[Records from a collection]
● ● ● ●

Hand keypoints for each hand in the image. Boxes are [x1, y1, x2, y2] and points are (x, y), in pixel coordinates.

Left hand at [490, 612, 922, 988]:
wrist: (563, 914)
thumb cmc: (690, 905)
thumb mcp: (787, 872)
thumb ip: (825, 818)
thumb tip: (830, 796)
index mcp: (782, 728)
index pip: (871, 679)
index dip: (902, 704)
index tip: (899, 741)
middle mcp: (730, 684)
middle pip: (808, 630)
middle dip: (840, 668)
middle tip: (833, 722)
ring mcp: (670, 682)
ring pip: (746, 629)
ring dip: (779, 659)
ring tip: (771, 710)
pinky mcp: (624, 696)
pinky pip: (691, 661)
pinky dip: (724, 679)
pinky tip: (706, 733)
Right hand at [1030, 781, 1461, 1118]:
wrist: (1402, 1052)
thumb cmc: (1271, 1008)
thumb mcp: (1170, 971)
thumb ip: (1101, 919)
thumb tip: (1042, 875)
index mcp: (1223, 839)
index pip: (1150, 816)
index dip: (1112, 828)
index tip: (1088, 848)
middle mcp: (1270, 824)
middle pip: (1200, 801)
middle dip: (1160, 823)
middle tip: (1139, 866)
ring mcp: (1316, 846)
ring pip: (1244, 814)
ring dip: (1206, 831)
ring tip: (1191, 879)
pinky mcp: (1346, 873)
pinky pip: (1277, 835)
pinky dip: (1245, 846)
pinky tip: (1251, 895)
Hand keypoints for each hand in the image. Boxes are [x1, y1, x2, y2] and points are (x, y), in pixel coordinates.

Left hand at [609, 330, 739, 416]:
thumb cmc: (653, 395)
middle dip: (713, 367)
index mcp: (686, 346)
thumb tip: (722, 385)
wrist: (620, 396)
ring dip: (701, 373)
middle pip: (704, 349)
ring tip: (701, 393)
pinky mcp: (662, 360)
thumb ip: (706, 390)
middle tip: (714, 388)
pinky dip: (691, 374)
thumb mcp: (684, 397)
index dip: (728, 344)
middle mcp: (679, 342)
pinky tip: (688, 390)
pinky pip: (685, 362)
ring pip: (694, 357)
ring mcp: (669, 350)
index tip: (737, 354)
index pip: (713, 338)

● ● ● ●

▸ **Work instruction**
From the records above, quote only the lines running from the line with "thumb tip: (830, 796)" to the line with "Right hand at", both lines included.

▸ **Exercise response**
thumb tip: (830, 796)
index mcp: (782, 728)
index pip: (871, 679)
index dip: (902, 704)
index tip: (899, 741)
middle mcp: (730, 684)
middle pip: (808, 630)
middle dip: (840, 668)
middle tip: (833, 722)
ring mcp: (670, 682)
ring pip: (746, 629)
ring dip: (779, 659)
ring tip: (771, 710)
pinky mcp: (624, 696)
pinky pip: (691, 661)
pinky dip: (724, 679)
pinky tip: (706, 733)
Right hand at [1030, 781, 1461, 1118]:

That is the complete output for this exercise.